EXERCISE REQUIREMENTS: Given the entries below, copy each of them out exactly.

SUPPLIED DATA:
────────
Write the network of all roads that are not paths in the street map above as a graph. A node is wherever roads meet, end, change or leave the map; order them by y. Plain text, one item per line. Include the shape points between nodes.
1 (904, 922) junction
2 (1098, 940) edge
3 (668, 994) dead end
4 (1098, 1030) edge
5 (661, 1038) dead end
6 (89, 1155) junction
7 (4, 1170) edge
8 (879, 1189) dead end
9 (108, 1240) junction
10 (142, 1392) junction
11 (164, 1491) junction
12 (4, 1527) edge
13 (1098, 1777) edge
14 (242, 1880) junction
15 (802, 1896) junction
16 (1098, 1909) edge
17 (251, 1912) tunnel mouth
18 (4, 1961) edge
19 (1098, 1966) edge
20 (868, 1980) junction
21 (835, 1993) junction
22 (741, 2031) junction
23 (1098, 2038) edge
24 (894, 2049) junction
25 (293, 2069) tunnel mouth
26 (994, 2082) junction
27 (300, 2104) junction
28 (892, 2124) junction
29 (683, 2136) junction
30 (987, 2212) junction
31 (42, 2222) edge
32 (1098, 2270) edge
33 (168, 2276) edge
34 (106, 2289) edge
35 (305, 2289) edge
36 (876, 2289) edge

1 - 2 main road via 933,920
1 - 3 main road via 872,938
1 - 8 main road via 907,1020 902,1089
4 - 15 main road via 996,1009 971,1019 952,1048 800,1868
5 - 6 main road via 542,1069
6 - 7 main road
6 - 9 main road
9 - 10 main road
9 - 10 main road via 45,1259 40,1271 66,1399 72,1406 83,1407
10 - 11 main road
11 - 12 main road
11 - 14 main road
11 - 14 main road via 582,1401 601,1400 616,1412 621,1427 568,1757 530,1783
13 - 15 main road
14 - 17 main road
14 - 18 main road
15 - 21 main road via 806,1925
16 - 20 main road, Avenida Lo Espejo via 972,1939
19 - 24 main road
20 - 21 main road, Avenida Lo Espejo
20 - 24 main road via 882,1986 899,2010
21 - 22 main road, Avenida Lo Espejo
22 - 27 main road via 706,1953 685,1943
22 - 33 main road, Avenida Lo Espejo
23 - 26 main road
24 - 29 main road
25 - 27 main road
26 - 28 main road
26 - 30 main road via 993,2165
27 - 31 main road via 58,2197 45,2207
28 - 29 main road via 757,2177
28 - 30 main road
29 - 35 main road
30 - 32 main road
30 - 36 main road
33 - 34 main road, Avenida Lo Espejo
────────
WRITTEN SOLUTION:
Write the network of all roads that are not paths in the street map above as a graph. A node is wherever roads meet, end, change or leave the map; order them by y. Plain text, one item per line. Include the shape points between nodes.
1 (904, 922) junction
2 (1098, 940) edge
3 (668, 994) dead end
4 (1098, 1030) edge
5 (661, 1038) dead end
6 (89, 1155) junction
7 (4, 1170) edge
8 (879, 1189) dead end
9 (108, 1240) junction
10 (142, 1392) junction
11 (164, 1491) junction
12 (4, 1527) edge
13 (1098, 1777) edge
14 (242, 1880) junction
15 (802, 1896) junction
16 (1098, 1909) edge
17 (251, 1912) tunnel mouth
18 (4, 1961) edge
19 (1098, 1966) edge
20 (868, 1980) junction
21 (835, 1993) junction
22 (741, 2031) junction
23 (1098, 2038) edge
24 (894, 2049) junction
25 (293, 2069) tunnel mouth
26 (994, 2082) junction
27 (300, 2104) junction
28 (892, 2124) junction
29 (683, 2136) junction
30 (987, 2212) junction
31 (42, 2222) edge
32 (1098, 2270) edge
33 (168, 2276) edge
34 (106, 2289) edge
35 (305, 2289) edge
36 (876, 2289) edge

1 - 2 main road via 933,920
1 - 3 main road via 872,938
1 - 8 main road via 907,1020 902,1089
4 - 15 main road via 996,1009 971,1019 952,1048 800,1868
5 - 6 main road via 542,1069
6 - 7 main road
6 - 9 main road
9 - 10 main road
9 - 10 main road via 45,1259 40,1271 66,1399 72,1406 83,1407
10 - 11 main road
11 - 12 main road
11 - 14 main road
11 - 14 main road via 582,1401 601,1400 616,1412 621,1427 568,1757 530,1783
13 - 15 main road
14 - 17 main road
14 - 18 main road
15 - 21 main road via 806,1925
16 - 20 main road, Avenida Lo Espejo via 972,1939
19 - 24 main road
20 - 21 main road, Avenida Lo Espejo
20 - 24 main road via 882,1986 899,2010
21 - 22 main road, Avenida Lo Espejo
22 - 27 main road via 706,1953 685,1943
22 - 33 main road, Avenida Lo Espejo
23 - 26 main road
24 - 29 main road
25 - 27 main road
26 - 28 main road
26 - 30 main road via 993,2165
27 - 31 main road via 58,2197 45,2207
28 - 29 main road via 757,2177
28 - 30 main road
29 - 35 main road
30 - 32 main road
30 - 36 main road
33 - 34 main road, Avenida Lo Espejo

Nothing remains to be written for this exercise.